The present invention relates to systems and methods for testing multiple radio frequency (RF) signal transceivers concurrently, and in particular, to confirming RF signal connection integrity when testing such devices.
Many of today's electronic devices use wireless technologies for both connectivity and communications purposes. Because wireless devices transmit and receive electromagnetic energy, and because two or more wireless devices have the potential of interfering with the operations of one another by virtue of their signal frequencies and power spectral densities, these devices and their wireless technologies must adhere to various wireless technology standard specifications.
When designing such devices, engineers take extraordinary care to ensure that such devices will meet or exceed each of their included wireless technology prescribed standard-based specifications. Furthermore, when these devices are later being manufactured in quantity, they are tested to ensure that manufacturing defects will not cause improper operation, including their adherence to the included wireless technology standard-based specifications.
For testing these devices following their manufacture and assembly, current wireless device test systems employ a subsystem for analyzing signals received from each device. Such subsystems typically include at least a vector signal analyzer (VSA) for analyzing signals produced by the device, and a vector signal generator (VSG) for generating signals to be received by the device. The analyses performed by the VSA and the signals generated by the VSG are generally programmable so as to allow each to be used for testing a variety of devices for adherence to a variety of wireless technology standards with differing frequency ranges, bandwidths and signal modulation characteristics.
As part of the manufacturing of wireless communication devices, one significant component of product cost is manufacturing test cost. Typically, there is a direct correlation between the cost of test and the time required to perform such test.
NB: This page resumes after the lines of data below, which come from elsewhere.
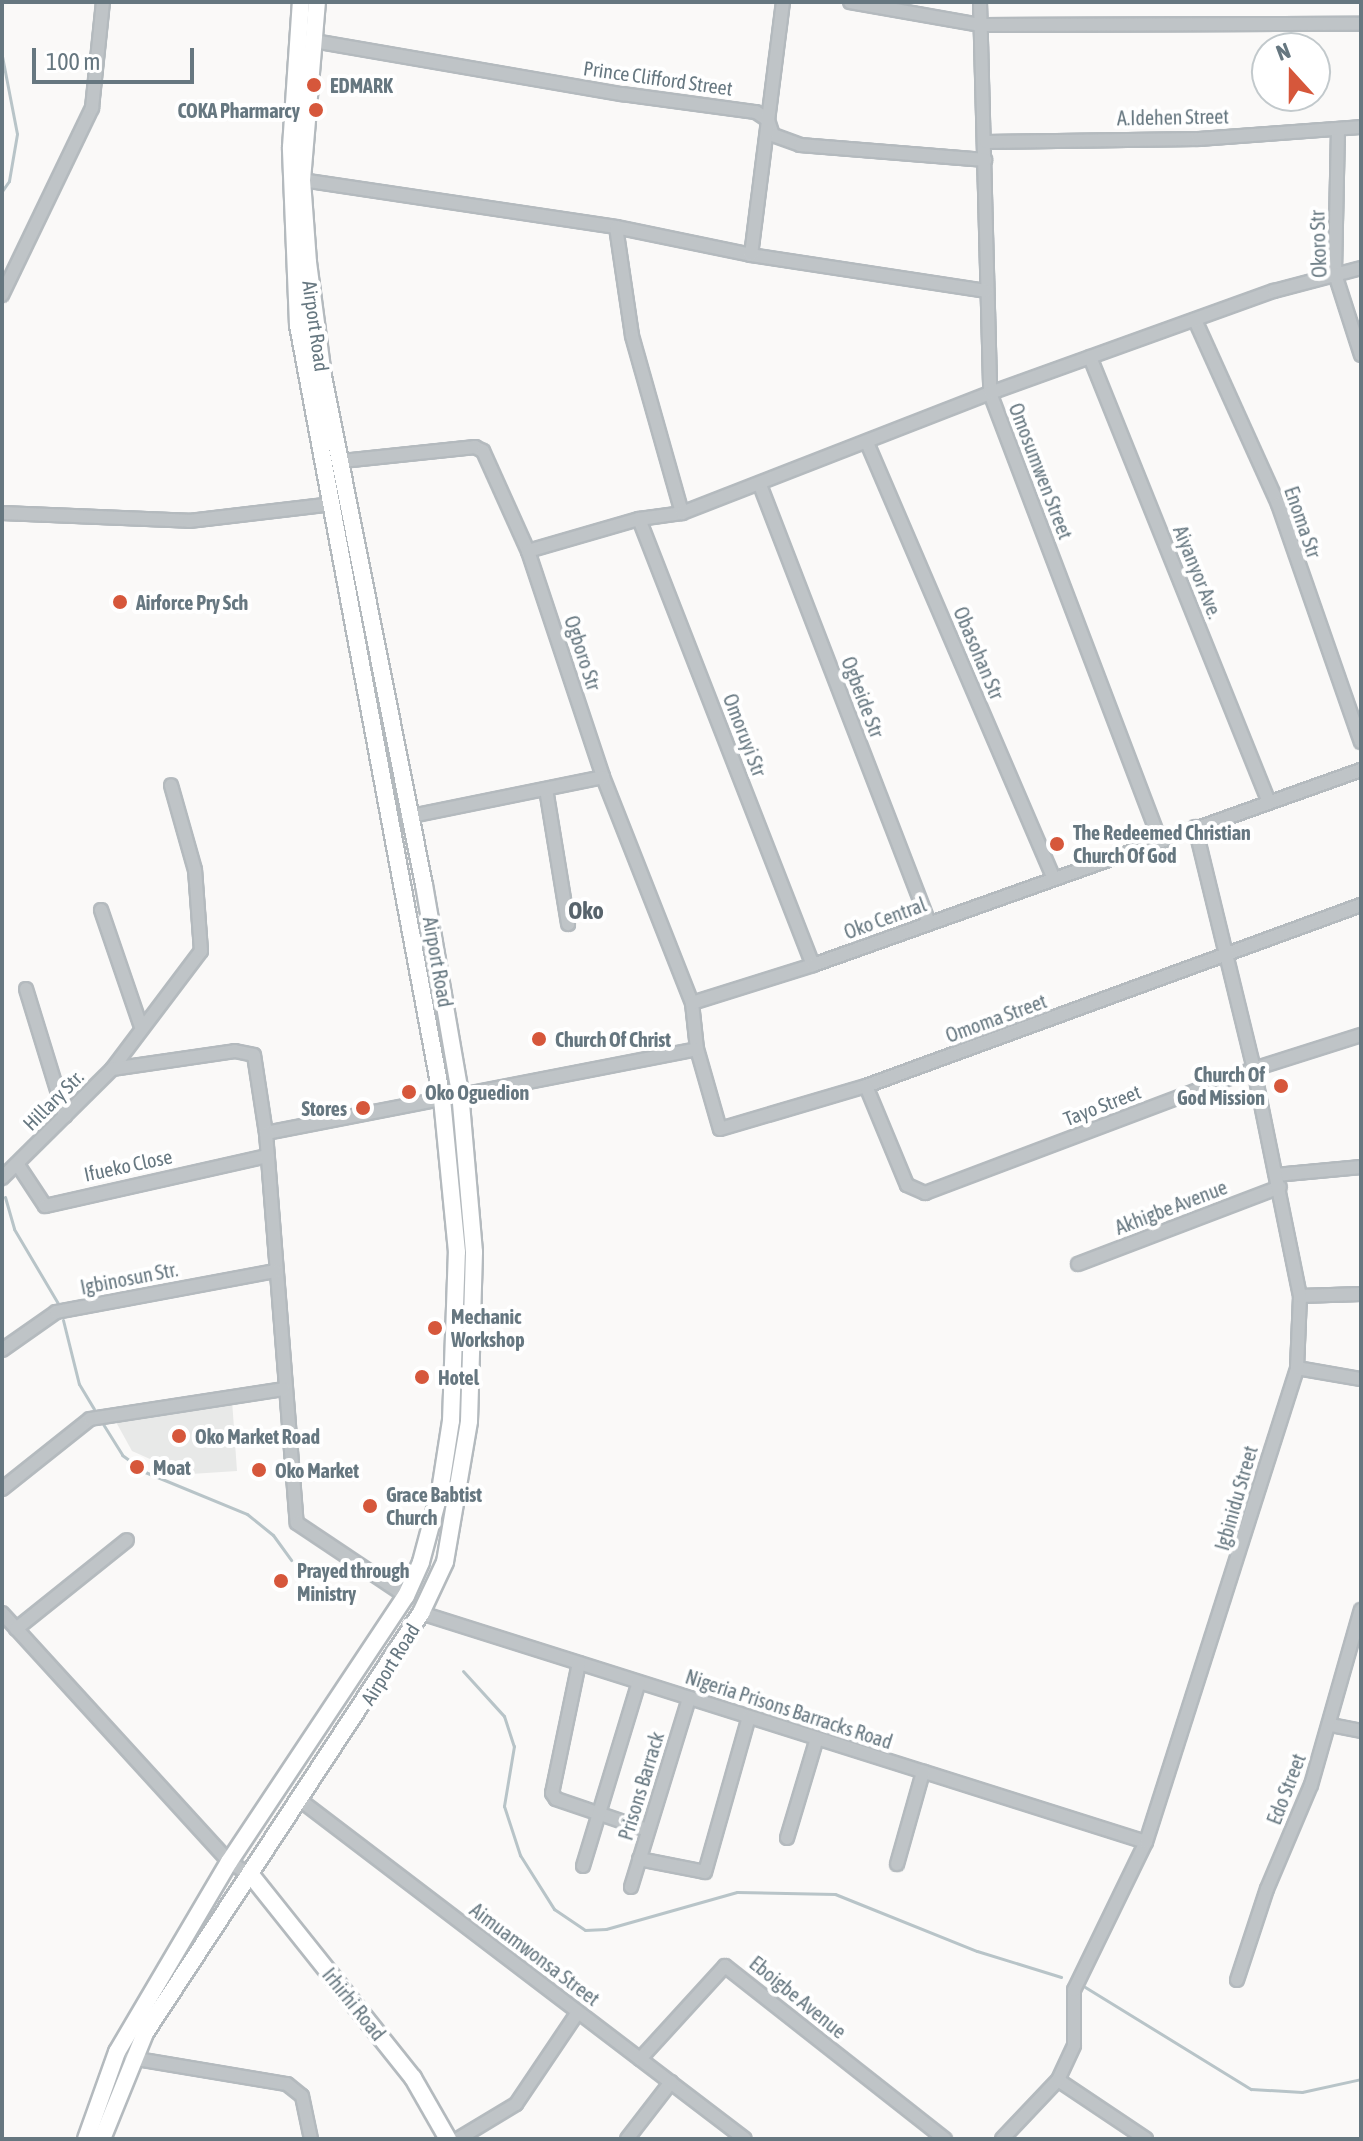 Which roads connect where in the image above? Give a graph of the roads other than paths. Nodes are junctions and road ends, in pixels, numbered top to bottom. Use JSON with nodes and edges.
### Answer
{"nodes":[{"id":1,"x":103,"y":2,"type":"edge"},
{"id":2,"x":301,"y":2,"type":"edge"},
{"id":3,"x":317,"y":2,"type":"edge"},
{"id":4,"x":783,"y":2,"type":"edge"},
{"id":5,"x":850,"y":2,"type":"edge"},
{"id":6,"x":980,"y":2,"type":"edge"},
{"id":7,"x":1361,"y":24,"type":"edge"},
{"id":8,"x":981,"y":25,"type":"junction"},
{"id":9,"x":314,"y":41,"type":"junction"},
{"id":10,"x":768,"y":120,"type":"junction"},
{"id":11,"x":1361,"y":127,"type":"edge"},
{"id":12,"x":1338,"y":129,"type":"junction"},
{"id":13,"x":986,"y":142,"type":"junction"},
{"id":14,"x":985,"y":160,"type":"junction"},
{"id":15,"x":302,"y":180,"type":"junction"},
{"id":16,"x":616,"y":227,"type":"junction"},
{"id":17,"x":751,"y":255,"type":"junction"},
{"id":18,"x":1361,"y":268,"type":"edge"},
{"id":19,"x":1335,"y":274,"type":"junction"},
{"id":20,"x":986,"y":291,"type":"junction"},
{"id":21,"x":2,"y":295,"type":"edge"},
{"id":22,"x":1195,"y":320,"type":"junction"},
{"id":23,"x":1361,"y":355,"type":"edge"},
{"id":24,"x":1090,"y":357,"type":"junction"},
{"id":25,"x":990,"y":393,"type":"junction"},
{"id":26,"x":868,"y":445,"type":"junction"},
{"id":27,"x":342,"y":461,"type":"junction"},
{"id":28,"x":760,"y":485,"type":"junction"},
{"id":29,"x":333,"y":504,"type":"junction"},
{"id":30,"x":2,"y":513,"type":"edge"},
{"id":31,"x":682,"y":513,"type":"junction"},
{"id":32,"x":639,"y":519,"type":"junction"},
{"id":33,"x":528,"y":551,"type":"junction"},
{"id":34,"x":1361,"y":742,"type":"edge"},
{"id":35,"x":1361,"y":770,"type":"edge"},
{"id":36,"x":603,"y":777,"type":"junction"},
{"id":37,"x":171,"y":785,"type":"dead end"},
{"id":38,"x":546,"y":789,"type":"junction"},
{"id":39,"x":1269,"y":802,"type":"junction"},
{"id":40,"x":407,"y":817,"type":"junction"},
{"id":41,"x":1195,"y":827,"type":"junction"},
{"id":42,"x":1159,"y":839,"type":"junction"},
{"id":43,"x":1053,"y":876,"type":"junction"},
{"id":44,"x":1361,"y":905,"type":"edge"},
{"id":45,"x":101,"y":910,"type":"dead end"},
{"id":46,"x":568,"y":924,"type":"dead end"},
{"id":47,"x":929,"y":924,"type":"junction"},
{"id":48,"x":1226,"y":955,"type":"junction"},
{"id":49,"x":813,"y":965,"type":"junction"},
{"id":50,"x":26,"y":989,"type":"dead end"},
{"id":51,"x":692,"y":1003,"type":"junction"},
{"id":52,"x":141,"y":1027,"type":"junction"},
{"id":53,"x":1361,"y":1035,"type":"edge"},
{"id":54,"x":697,"y":1049,"type":"junction"},
{"id":55,"x":112,"y":1069,"type":"junction"},
{"id":56,"x":1254,"y":1069,"type":"junction"},
{"id":57,"x":866,"y":1086,"type":"junction"},
{"id":58,"x":460,"y":1093,"type":"junction"},
{"id":59,"x":442,"y":1099,"type":"junction"},
{"id":60,"x":65,"y":1116,"type":"junction"},
{"id":61,"x":266,"y":1133,"type":"junction"},
{"id":62,"x":267,"y":1156,"type":"junction"},
{"id":63,"x":18,"y":1165,"type":"junction"},
{"id":64,"x":1361,"y":1167,"type":"edge"},
{"id":65,"x":2,"y":1178,"type":"edge"},
{"id":66,"x":1278,"y":1181,"type":"junction"},
{"id":67,"x":1078,"y":1264,"type":"dead end"},
{"id":68,"x":275,"y":1271,"type":"junction"},
{"id":69,"x":1361,"y":1294,"type":"edge"},
{"id":70,"x":1300,"y":1296,"type":"junction"},
{"id":71,"x":2,"y":1350,"type":"edge"},
{"id":72,"x":1297,"y":1368,"type":"junction"},
{"id":73,"x":1361,"y":1379,"type":"edge"},
{"id":74,"x":284,"y":1389,"type":"junction"},
{"id":75,"x":2,"y":1489,"type":"edge"},
{"id":76,"x":127,"y":1540,"type":"dead end"},
{"id":77,"x":406,"y":1596,"type":"junction"},
{"id":78,"x":1361,"y":1610,"type":"edge"},
{"id":79,"x":2,"y":1613,"type":"edge"},
{"id":80,"x":421,"y":1613,"type":"junction"},
{"id":81,"x":16,"y":1629,"type":"junction"},
{"id":82,"x":579,"y":1663,"type":"junction"},
{"id":83,"x":639,"y":1682,"type":"junction"},
{"id":84,"x":689,"y":1698,"type":"junction"},
{"id":85,"x":749,"y":1717,"type":"junction"},
{"id":86,"x":1331,"y":1725,"type":"junction"},
{"id":87,"x":1361,"y":1731,"type":"edge"},
{"id":88,"x":817,"y":1738,"type":"junction"},
{"id":89,"x":923,"y":1772,"type":"junction"},
{"id":90,"x":300,"y":1800,"type":"junction"},
{"id":91,"x":598,"y":1814,"type":"junction"},
{"id":92,"x":647,"y":1830,"type":"junction"},
{"id":93,"x":787,"y":1838,"type":"dead end"},
{"id":94,"x":1146,"y":1842,"type":"junction"},
{"id":95,"x":639,"y":1859,"type":"junction"},
{"id":96,"x":229,"y":1862,"type":"junction"},
{"id":97,"x":897,"y":1864,"type":"dead end"},
{"id":98,"x":583,"y":1866,"type":"dead end"},
{"id":99,"x":251,"y":1875,"type":"junction"},
{"id":100,"x":631,"y":1887,"type":"dead end"},
{"id":101,"x":1237,"y":1980,"type":"dead end"},
{"id":102,"x":578,"y":2012,"type":"junction"},
{"id":103,"x":131,"y":2058,"type":"junction"},
{"id":104,"x":640,"y":2059,"type":"junction"},
{"id":105,"x":1058,"y":2080,"type":"junction"},
{"id":106,"x":671,"y":2082,"type":"junction"},
{"id":107,"x":86,"y":2139,"type":"edge"},
{"id":108,"x":102,"y":2139,"type":"edge"},
{"id":109,"x":311,"y":2139,"type":"edge"},
{"id":110,"x":448,"y":2139,"type":"edge"},
{"id":111,"x":458,"y":2139,"type":"edge"},
{"id":112,"x":627,"y":2139,"type":"edge"},
{"id":113,"x":745,"y":2139,"type":"edge"},
{"id":114,"x":945,"y":2139,"type":"edge"},
{"id":115,"x":1002,"y":2139,"type":"edge"},
{"id":116,"x":1146,"y":2139,"type":"edge"}],
"edges":[{"from":1,"to":21,"type":"street"},
{"from":2,"to":29,"type":"main road","name":"Airport Road"},
{"from":3,"to":9,"type":"main road","name":"Airport Road"},
{"from":4,"to":10,"type":"street"},
{"from":5,"to":8,"type":"street"},
{"from":6,"to":8,"type":"street","name":"Omosumwen Street"},
{"from":7,"to":8,"type":"street"},
{"from":8,"to":13,"type":"street","name":"Omosumwen Street"},
{"from":9,"to":10,"type":"street","name":"Prince Clifford Street"},
{"from":9,"to":15,"type":"main road","name":"Airport Road"},
{"from":10,"to":14,"type":"street","name":"Prince Clifford Street"},
{"from":10,"to":17,"type":"street"},
{"from":11,"to":12,"type":"street","name":"A.Idehen Street"},
{"from":12,"to":13,"type":"street","name":"A.Idehen Street"},
{"from":12,"to":19,"type":"street","name":"Okoro Str"},
{"from":13,"to":14,"type":"street","name":"Omosumwen Street"},
{"from":14,"to":20,"type":"street","name":"Omosumwen Street"},
{"from":15,"to":16,"type":"street"},
{"from":15,"to":27,"type":"main road","name":"Airport Road"},
{"from":16,"to":17,"type":"street"},
{"from":16,"to":31,"type":"street"},
{"from":17,"to":20,"type":"street"},
{"from":18,"to":19,"type":"street"},
{"from":19,"to":22,"type":"street"},
{"from":19,"to":23,"type":"street","name":"Okoro Str"},
{"from":20,"to":25,"type":"street","name":"Omosumwen Street"},
{"from":22,"to":24,"type":"street"},
{"from":22,"to":34,"type":"street","name":"Enoma Str"},
{"from":24,"to":25,"type":"street"},
{"from":24,"to":39,"type":"street","name":"Aiyanyor Ave."},
{"from":25,"to":26,"type":"street"},
{"from":25,"to":42,"type":"street","name":"Omosumwen Street"},
{"from":26,"to":28,"type":"street"},
{"from":26,"to":43,"type":"street","name":"Obasohan Str"},
{"from":27,"to":33,"type":"street","name":"Ogboro Str"},
{"from":27,"to":40,"type":"main road","name":"Airport Road"},
{"from":28,"to":31,"type":"street"},
{"from":28,"to":47,"type":"street","name":"Ogbeide Str"},
{"from":29,"to":30,"type":"street"},
{"from":29,"to":59,"type":"main road","name":"Airport Road"},
{"from":31,"to":32,"type":"street"},
{"from":32,"to":33,"type":"street"},
{"from":32,"to":49,"type":"street","name":"Omoruyi Str"},
{"from":33,"to":36,"type":"street","name":"Ogboro Str"},
{"from":35,"to":39,"type":"street","name":"Oko Central"},
{"from":36,"to":38,"type":"street"},
{"from":36,"to":51,"type":"street","name":"Ogboro Str"},
{"from":37,"to":52,"type":"street"},
{"from":38,"to":40,"type":"street"},
{"from":38,"to":46,"type":"street"},
{"from":39,"to":41,"type":"street","name":"Oko Central"},
{"from":40,"to":58,"type":"main road","name":"Airport Road"},
{"from":41,"to":42,"type":"street","name":"Oko Central"},
{"from":41,"to":48,"type":"street","name":"Igbinidu Street"},
{"from":42,"to":43,"type":"street","name":"Oko Central"},
{"from":43,"to":47,"type":"street","name":"Oko Central"},
{"from":44,"to":48,"type":"street","name":"Omoma Street"},
{"from":45,"to":52,"type":"street"},
{"from":47,"to":49,"type":"street","name":"Oko Central"},
{"from":48,"to":56,"type":"street","name":"Igbinidu Street"},
{"from":48,"to":57,"type":"street","name":"Omoma Street"},
{"from":49,"to":51,"type":"street","name":"Oko Central"},
{"from":50,"to":60,"type":"street"},
{"from":51,"to":54,"type":"street"},
{"from":52,"to":55,"type":"street"},
{"from":53,"to":56,"type":"street","name":"Tayo Street"},
{"from":54,"to":57,"type":"street","name":"Omoma Street"},
{"from":54,"to":58,"type":"street"},
{"from":55,"to":60,"type":"street","name":"Hillary Str."},
{"from":55,"to":61,"type":"street","name":"Hillary Str."},
{"from":56,"to":57,"type":"street","name":"Tayo Street"},
{"from":56,"to":66,"type":"street","name":"Igbinidu Street"},
{"from":58,"to":59,"type":"street"},
{"from":58,"to":80,"type":"main road","name":"Airport Road"},
{"from":59,"to":61,"type":"street"},
{"from":59,"to":77,"type":"main road","name":"Airport Road"},
{"from":60,"to":63,"type":"street","name":"Hillary Str."},
{"from":61,"to":62,"type":"street"},
{"from":62,"to":63,"type":"street","name":"Ifueko Close"},
{"from":62,"to":68,"type":"street"},
{"from":63,"to":65,"type":"street","name":"Hillary Str."},
{"from":64,"to":66,"type":"street","name":"Akhigbe Avenue"},
{"from":66,"to":67,"type":"street","name":"Akhigbe Avenue"},
{"from":66,"to":70,"type":"street","name":"Igbinidu Street"},
{"from":68,"to":71,"type":"street","name":"Igbinosun Str."},
{"from":68,"to":74,"type":"street"},
{"from":69,"to":70,"type":"street"},
{"from":70,"to":72,"type":"street","name":"Igbinidu Street"},
{"from":72,"to":73,"type":"street"},
{"from":72,"to":94,"type":"street","name":"Igbinidu Street"},
{"from":74,"to":75,"type":"street"},
{"from":74,"to":77,"type":"street"},
{"from":76,"to":81,"type":"street"},
{"from":77,"to":96,"type":"main road","name":"Airport Road"},
{"from":78,"to":86,"type":"street","name":"Edo Street"},
{"from":79,"to":81,"type":"street"},
{"from":80,"to":82,"type":"street","name":"Nigeria Prisons Barracks Road"},
{"from":80,"to":90,"type":"main road","name":"Airport Road"},
{"from":81,"to":96,"type":"street"},
{"from":82,"to":83,"type":"street","name":"Nigeria Prisons Barracks Road"},
{"from":82,"to":91,"type":"street"},
{"from":83,"to":84,"type":"street","name":"Nigeria Prisons Barracks Road"},
{"from":83,"to":91,"type":"street"},
{"from":84,"to":85,"type":"street","name":"Nigeria Prisons Barracks Road"},
{"from":84,"to":92,"type":"street","name":"Prisons Barrack"},
{"from":85,"to":88,"type":"street","name":"Nigeria Prisons Barracks Road"},
{"from":85,"to":95,"type":"street"},
{"from":86,"to":87,"type":"street"},
{"from":86,"to":101,"type":"street","name":"Edo Street"},
{"from":88,"to":89,"type":"street","name":"Nigeria Prisons Barracks Road"},
{"from":88,"to":93,"type":"street"},
{"from":89,"to":94,"type":"street","name":"Nigeria Prisons Barracks Road"},
{"from":89,"to":97,"type":"street"},
{"from":90,"to":99,"type":"main road","name":"Airport Road"},
{"from":90,"to":102,"type":"street","name":"Aimuamwonsa Street"},
{"from":91,"to":92,"type":"street"},
{"from":91,"to":98,"type":"street"},
{"from":92,"to":95,"type":"street","name":"Prisons Barrack"},
{"from":94,"to":105,"type":"street","name":"Igbinidu Street"},
{"from":95,"to":100,"type":"street","name":"Prisons Barrack"},
{"from":96,"to":99,"type":"street"},
{"from":96,"to":107,"type":"main road","name":"Airport Road"},
{"from":99,"to":103,"type":"main road","name":"Airport Road"},
{"from":99,"to":110,"type":"main road","name":"Irhirhi Road"},
{"from":102,"to":104,"type":"street","name":"Aimuamwonsa Street"},
{"from":102,"to":111,"type":"street"},
{"from":103,"to":108,"type":"main road","name":"Airport Road"},
{"from":103,"to":109,"type":"street"},
{"from":104,"to":106,"type":"street","name":"Aimuamwonsa Street"},
{"from":104,"to":114,"type":"street","name":"Eboigbe Avenue"},
{"from":105,"to":115,"type":"street","name":"Igbinidu Street"},
{"from":105,"to":116,"type":"street"},
{"from":106,"to":112,"type":"street"},
{"from":106,"to":113,"type":"street","name":"Aimuamwonsa Street"}]}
Thus, innovations that can shorten test time without compromising test accuracy or increasing capital equipment costs (e.g., increasing costs due to increasing sophistication of test equipment, or testers) are important and can provide significant cost savings, particularly in view of the large numbers of such devices being manufactured and tested.
However, all systems and methods for testing such devices have one thing in common: RF signal connection integrity. Although the devices being tested, as discussed in more detail below, are wireless RF signal transceivers, testing is nonetheless conducted using cabled signal paths to ensure reliable and substantially lossless signal connections. Accordingly, if any of these conductive signal connections between a DUT and the test equipment used for performing the tests is shorted, open or experiences a significantly different signal impedance, any test results obtained will be suspect at best, and more generally of no value. Hence, it would be desirable for having test systems and methods for confirming RF signal connection integrity between the test equipment and each DUT being tested so as to ensure there are no shorted, open or mismatched impedance connections that can cause erroneous test results to be generated. Such connection confirmation would further enable monitoring and scheduling of events (e.g., powering up a DUT that has been confirmed as connected and thereby minimizing down time in a production test environment), as well as enable tracking of events (e.g., to compile a DUT connection history and thereby anticipate potential needs for repairs or maintenance within the testing environment).
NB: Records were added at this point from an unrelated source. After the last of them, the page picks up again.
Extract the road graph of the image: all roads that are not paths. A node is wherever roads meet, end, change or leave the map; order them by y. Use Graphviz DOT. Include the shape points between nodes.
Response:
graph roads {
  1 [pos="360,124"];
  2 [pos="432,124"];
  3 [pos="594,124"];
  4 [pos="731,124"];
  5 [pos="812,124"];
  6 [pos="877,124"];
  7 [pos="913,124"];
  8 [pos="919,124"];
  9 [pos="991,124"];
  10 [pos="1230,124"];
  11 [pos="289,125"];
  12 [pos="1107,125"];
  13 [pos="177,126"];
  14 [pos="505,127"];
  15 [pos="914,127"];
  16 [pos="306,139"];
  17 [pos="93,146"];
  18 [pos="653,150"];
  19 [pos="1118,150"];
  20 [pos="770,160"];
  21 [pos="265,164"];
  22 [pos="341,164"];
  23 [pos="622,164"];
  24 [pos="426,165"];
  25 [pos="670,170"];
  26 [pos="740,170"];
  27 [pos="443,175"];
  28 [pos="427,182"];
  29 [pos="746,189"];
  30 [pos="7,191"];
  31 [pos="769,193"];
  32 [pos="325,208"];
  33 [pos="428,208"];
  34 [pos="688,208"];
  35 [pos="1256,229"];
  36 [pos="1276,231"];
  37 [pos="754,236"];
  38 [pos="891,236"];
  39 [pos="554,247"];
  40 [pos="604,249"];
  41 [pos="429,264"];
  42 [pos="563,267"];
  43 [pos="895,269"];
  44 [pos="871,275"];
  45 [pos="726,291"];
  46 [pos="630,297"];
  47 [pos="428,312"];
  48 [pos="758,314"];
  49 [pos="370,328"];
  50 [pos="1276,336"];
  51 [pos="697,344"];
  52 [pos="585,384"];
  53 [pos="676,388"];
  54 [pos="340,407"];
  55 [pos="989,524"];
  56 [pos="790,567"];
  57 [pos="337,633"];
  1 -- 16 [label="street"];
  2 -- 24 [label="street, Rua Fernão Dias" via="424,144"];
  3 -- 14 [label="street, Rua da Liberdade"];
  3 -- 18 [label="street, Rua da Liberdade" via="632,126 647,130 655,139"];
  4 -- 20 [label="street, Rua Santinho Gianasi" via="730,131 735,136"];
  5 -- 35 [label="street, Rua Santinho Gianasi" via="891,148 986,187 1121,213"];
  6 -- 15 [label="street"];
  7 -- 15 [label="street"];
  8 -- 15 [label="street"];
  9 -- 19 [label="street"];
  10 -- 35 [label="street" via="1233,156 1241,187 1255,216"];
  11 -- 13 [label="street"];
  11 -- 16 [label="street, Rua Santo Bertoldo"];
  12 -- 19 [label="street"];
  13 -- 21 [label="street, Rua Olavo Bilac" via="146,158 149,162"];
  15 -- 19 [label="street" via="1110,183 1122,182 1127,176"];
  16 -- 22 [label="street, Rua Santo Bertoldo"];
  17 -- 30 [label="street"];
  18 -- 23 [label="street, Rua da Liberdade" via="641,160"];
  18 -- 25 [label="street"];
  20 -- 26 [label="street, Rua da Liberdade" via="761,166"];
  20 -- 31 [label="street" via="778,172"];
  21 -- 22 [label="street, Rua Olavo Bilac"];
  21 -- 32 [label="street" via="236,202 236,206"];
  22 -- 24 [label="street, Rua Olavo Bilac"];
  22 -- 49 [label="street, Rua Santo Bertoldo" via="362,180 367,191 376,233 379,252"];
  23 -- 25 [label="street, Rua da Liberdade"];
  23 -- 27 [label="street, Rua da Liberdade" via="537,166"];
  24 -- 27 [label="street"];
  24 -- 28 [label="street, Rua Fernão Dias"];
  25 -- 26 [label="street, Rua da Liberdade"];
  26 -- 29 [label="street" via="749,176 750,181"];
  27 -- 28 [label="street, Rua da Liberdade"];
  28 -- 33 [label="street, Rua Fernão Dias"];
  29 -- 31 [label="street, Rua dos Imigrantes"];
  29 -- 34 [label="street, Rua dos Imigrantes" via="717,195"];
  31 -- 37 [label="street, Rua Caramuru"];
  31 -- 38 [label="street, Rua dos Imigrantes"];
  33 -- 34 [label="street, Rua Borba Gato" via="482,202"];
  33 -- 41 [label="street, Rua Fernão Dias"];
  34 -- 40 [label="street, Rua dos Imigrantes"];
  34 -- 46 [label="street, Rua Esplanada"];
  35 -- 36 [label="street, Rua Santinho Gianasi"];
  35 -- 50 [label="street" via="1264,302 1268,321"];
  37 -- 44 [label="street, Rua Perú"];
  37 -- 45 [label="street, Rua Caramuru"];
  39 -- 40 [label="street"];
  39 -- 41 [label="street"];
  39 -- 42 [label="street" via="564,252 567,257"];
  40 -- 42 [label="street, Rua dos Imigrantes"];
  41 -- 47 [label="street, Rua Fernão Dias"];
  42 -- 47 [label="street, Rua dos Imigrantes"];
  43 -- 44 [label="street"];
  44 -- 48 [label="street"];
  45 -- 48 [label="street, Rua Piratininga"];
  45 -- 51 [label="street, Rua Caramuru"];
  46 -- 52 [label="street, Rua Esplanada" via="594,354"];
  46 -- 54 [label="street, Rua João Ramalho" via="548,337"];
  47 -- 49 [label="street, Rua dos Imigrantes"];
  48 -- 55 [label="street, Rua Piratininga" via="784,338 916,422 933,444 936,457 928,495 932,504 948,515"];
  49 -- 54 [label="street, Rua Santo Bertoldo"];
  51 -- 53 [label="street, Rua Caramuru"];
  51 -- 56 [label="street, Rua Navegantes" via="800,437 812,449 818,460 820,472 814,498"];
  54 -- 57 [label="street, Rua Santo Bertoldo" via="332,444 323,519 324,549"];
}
Referring to FIG. 1, for example, a flow graph for a typical two-port RF signal network can be depicted as shown. Each port includes two nodes, one for the incident, or entering, wave and the other for the reflected, or leaving, wave to be conveyed via that signal port. (For purposes of this discussion, the incident and reflected nodes are identified by “a” and “b”, respectively.) In this example, when the incident wave enters the device at Port 1, part of it will be returned through the s11 path and b1 node, while the remaining portion of the incident wave continues through the s21 path and leaves the network via the b2 node. If a device or load connected to Port 2 has signal reflections, e.g., due to mismatched impedances, it will reflect part of the wave leaving the b2 node, with such reflected wave portion re-entering the network via the a2 node. In turn, a portion of this may be reflected, passing via the s22 path and leaving the network via the b2 node. The remaining portion of the reflected wave continues on through the s12 path and leaves the network via the b1 node. Accordingly, an incident wave entering a network, e.g., via the a1 node, can result in a reflected signal returning via the b1 node. In accordance with well-known principles, this reflected signal component b1 can be expressed in terms of the initial incident signal a1, reflected signal a2, and the network scattering perimeters associated with the s11 path and s12 path as follows: b1=a1*s11+a2*s12. In the event that Port 2 experiences no signal reflections, e.g., by being attached to a matching impedance, there is no reflected signal entering at the a2 node, and this expression simplifies to b1=a1*s11. Hence, the ideal scenario occurs when impedances match, thereby minimizing the s11 component.